Ремесло не всегда спасает. Вопреки всем усилиям, медицинским и магическим, Люси умерла, и новые беды надвигаются на Ван Хелсинга и его товарищей. В час поражения и отчаяния спасает третий якорь — «король-смех», которому воздает хвалу Ван Хелсинг в столь неуместной речи по пути с кладбища. Смеется он над пафосными словами Артура, безутешного жениха Люси: хотя смерть Люси воспрепятствовала их браку, Артур все же чувствует, что таинство свершилось, ибо он отдавал Люси свою кровь и таким образом породнился с ней. Ван Хелсинг смеется — не в лицо Артуру, разумеется, за его спиной, щадя чувства юноши — ведь Ван Хелсинг-то знает (и мы знаем), что кровь Люси отдавали все четверо: по такой логике и отвергнутые Люси воздыхатели, и старик Хелсинг стали ее мужьями. Есть в словах Артура ирония и пострашнее, о которой в тот момент Хелсинг не говорит, — настоящим ее «мужем по крови» стал Дракула. И есть житейская мудрость, о которой Ван Хелсинг тоже умалчивает, но к которой мы придем в эпилоге: душу Люси спасли, и за ее смерть отомстили, но вечной верности ей не сохранит ни жених, ни поклонник, с которым по пути с кладбища болтал Ван Хелсинг, — все найдут себе обычных, не по крови, жен. Слишком серьезное отношение к «крови» порождает вампиров (слишком серьезное отношение к литературе порождает Полидори). И жизнь, и литература доступны смеху.

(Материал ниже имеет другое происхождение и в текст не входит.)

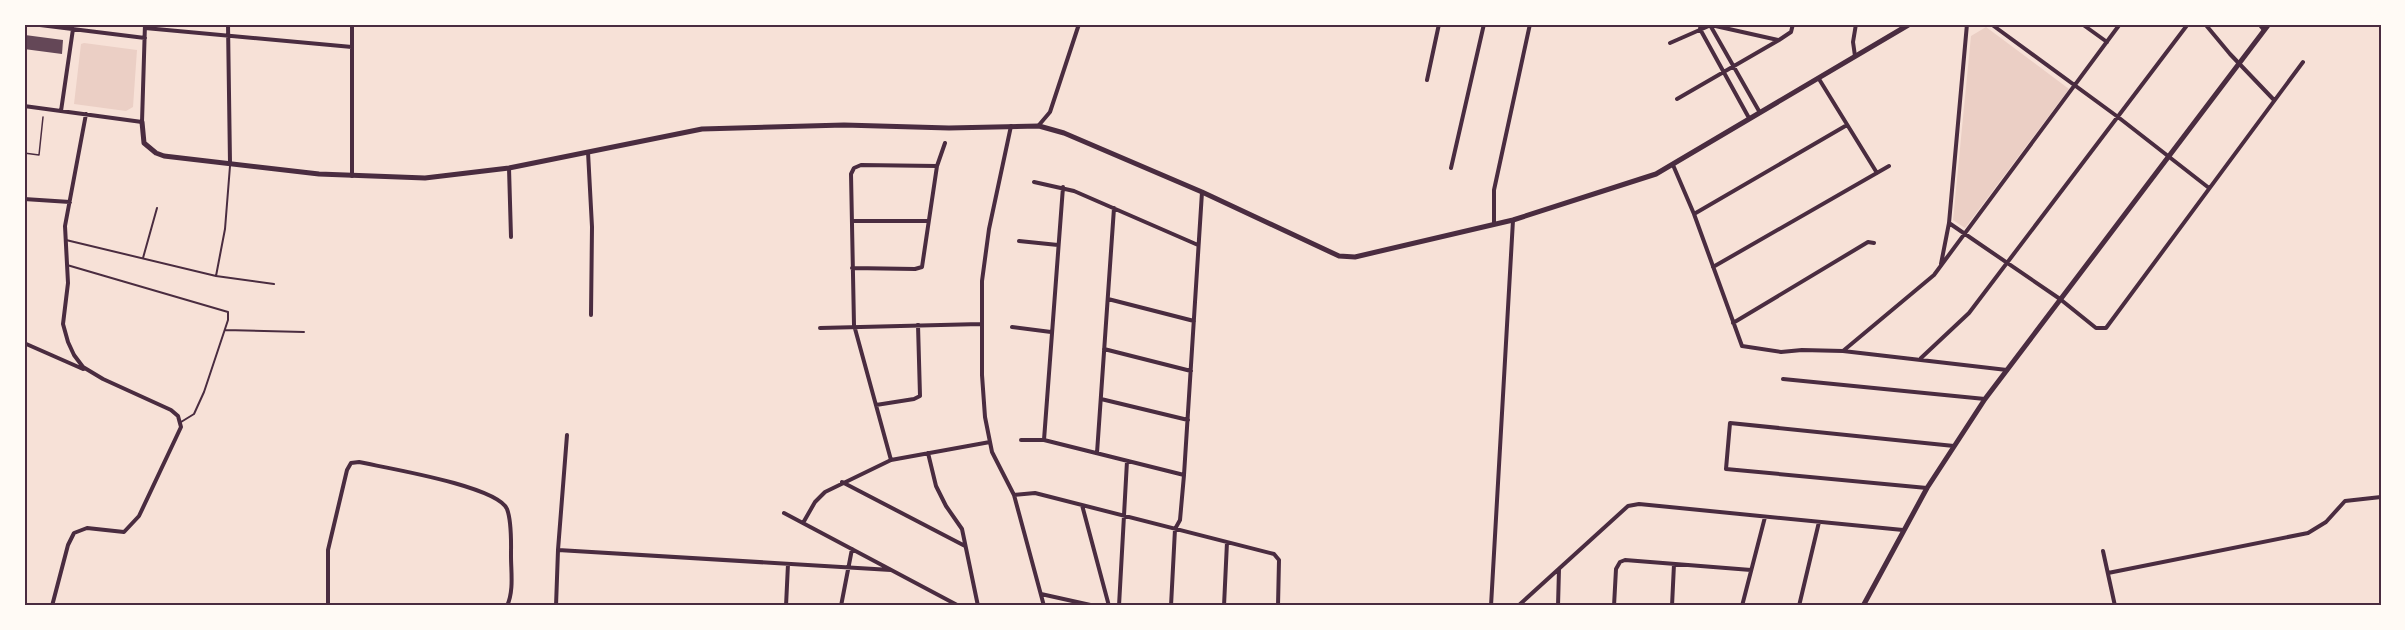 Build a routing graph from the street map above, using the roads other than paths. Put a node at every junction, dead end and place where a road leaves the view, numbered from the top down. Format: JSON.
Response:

«Ридикулюс!» — взмахнуть волшебной палочкой смеха, и рассеется страх. Вампир упорно не хочет быть смешным, даже когда прячется от дневного света в гробу, ползет вниз головой по стене, как ящерица (что бы ему не выйти в дверь?), и не может угомонить своих баб, требующих «сладенького». А уж в кинематографе, родившемся почти одновременно с «Дракулой», и вовсе выйдет секс-символ. Но если трудно смеяться над вампиром, почему бы не смеяться над вампирской литературой? Смеяться и получать удовольствие. Уже «Вампир Варни», хотя и был честной «страшилкой», основательно обчистил глянец с вампирского образа, поскольку продавался за пенни выпуск. Литература ужасов спускается в народ, а под конец ХХ века — в детское чтение и киносериалы. Можно, конечно, насупиться и запретить Хеллоуин. Можно уберечь детей от «Улицы Сезам», где счету обучает смахивающий на Дракулу вампир[1].
А можно лечь на диван с книжкой, и пусть себе мертвые скачут быстро — живые никуда не скачут, они читают «Дракулу» и получают удовольствие.